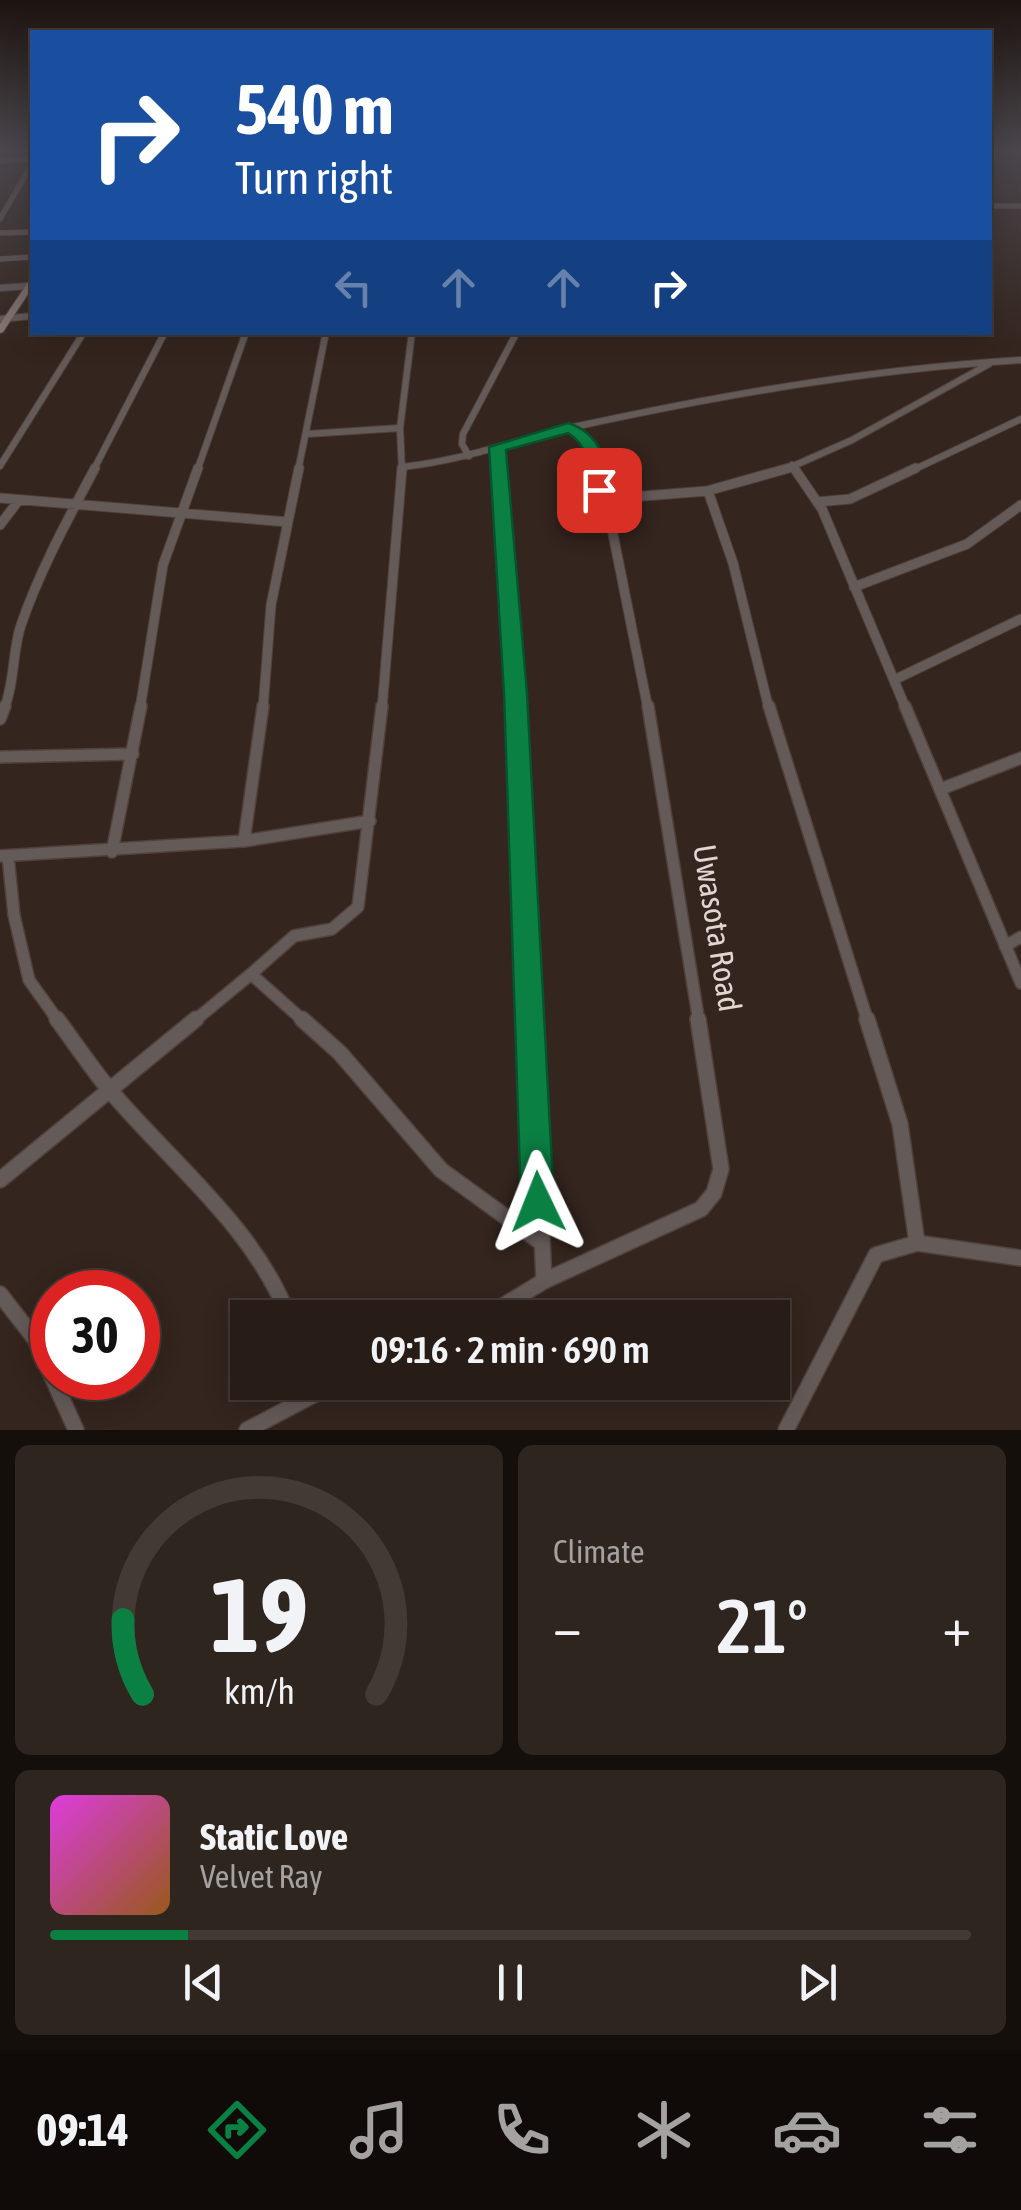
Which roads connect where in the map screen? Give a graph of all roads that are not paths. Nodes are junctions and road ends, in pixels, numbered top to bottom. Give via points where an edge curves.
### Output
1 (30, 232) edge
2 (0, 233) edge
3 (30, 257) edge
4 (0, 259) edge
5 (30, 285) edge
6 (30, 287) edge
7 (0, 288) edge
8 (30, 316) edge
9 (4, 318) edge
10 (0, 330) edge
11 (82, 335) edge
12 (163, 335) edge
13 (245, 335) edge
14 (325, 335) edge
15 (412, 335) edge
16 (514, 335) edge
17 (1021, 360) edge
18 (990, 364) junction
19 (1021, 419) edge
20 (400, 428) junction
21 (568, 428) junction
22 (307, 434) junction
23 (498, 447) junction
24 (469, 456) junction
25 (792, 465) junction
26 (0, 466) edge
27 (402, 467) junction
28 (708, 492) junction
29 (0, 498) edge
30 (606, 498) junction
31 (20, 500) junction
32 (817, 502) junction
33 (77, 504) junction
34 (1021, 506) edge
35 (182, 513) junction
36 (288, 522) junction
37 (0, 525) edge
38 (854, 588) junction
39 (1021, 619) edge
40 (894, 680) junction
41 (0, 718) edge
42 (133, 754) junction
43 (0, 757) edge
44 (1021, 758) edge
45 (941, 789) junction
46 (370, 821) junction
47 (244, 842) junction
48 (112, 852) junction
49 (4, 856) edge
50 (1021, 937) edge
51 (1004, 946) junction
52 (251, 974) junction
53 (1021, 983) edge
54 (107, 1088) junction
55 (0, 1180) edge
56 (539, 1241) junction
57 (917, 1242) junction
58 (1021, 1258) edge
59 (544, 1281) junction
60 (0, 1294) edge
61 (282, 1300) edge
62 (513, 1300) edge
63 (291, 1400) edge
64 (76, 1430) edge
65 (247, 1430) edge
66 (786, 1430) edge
#####
### Directions for this task
Set down all of the material word for word, but keep each picture out.

### Solution
Which roads connect where in the map screen? Give a graph of all roads that are not paths. Nodes are junctions and road ends, in pixels, numbered top to bottom. Give via points where an edge curves.
### Output
1 (30, 232) edge
2 (0, 233) edge
3 (30, 257) edge
4 (0, 259) edge
5 (30, 285) edge
6 (30, 287) edge
7 (0, 288) edge
8 (30, 316) edge
9 (4, 318) edge
10 (0, 330) edge
11 (82, 335) edge
12 (163, 335) edge
13 (245, 335) edge
14 (325, 335) edge
15 (412, 335) edge
16 (514, 335) edge
17 (1021, 360) edge
18 (990, 364) junction
19 (1021, 419) edge
20 (400, 428) junction
21 (568, 428) junction
22 (307, 434) junction
23 (498, 447) junction
24 (469, 456) junction
25 (792, 465) junction
26 (0, 466) edge
27 (402, 467) junction
28 (708, 492) junction
29 (0, 498) edge
30 (606, 498) junction
31 (20, 500) junction
32 (817, 502) junction
33 (77, 504) junction
34 (1021, 506) edge
35 (182, 513) junction
36 (288, 522) junction
37 (0, 525) edge
38 (854, 588) junction
39 (1021, 619) edge
40 (894, 680) junction
41 (0, 718) edge
42 (133, 754) junction
43 (0, 757) edge
44 (1021, 758) edge
45 (941, 789) junction
46 (370, 821) junction
47 (244, 842) junction
48 (112, 852) junction
49 (4, 856) edge
50 (1021, 937) edge
51 (1004, 946) junction
52 (251, 974) junction
53 (1021, 983) edge
54 (107, 1088) junction
55 (0, 1180) edge
56 (539, 1241) junction
57 (917, 1242) junction
58 (1021, 1258) edge
59 (544, 1281) junction
60 (0, 1294) edge
61 (282, 1300) edge
62 (513, 1300) edge
63 (291, 1400) edge
64 (76, 1430) edge
65 (247, 1430) edge
66 (786, 1430) edge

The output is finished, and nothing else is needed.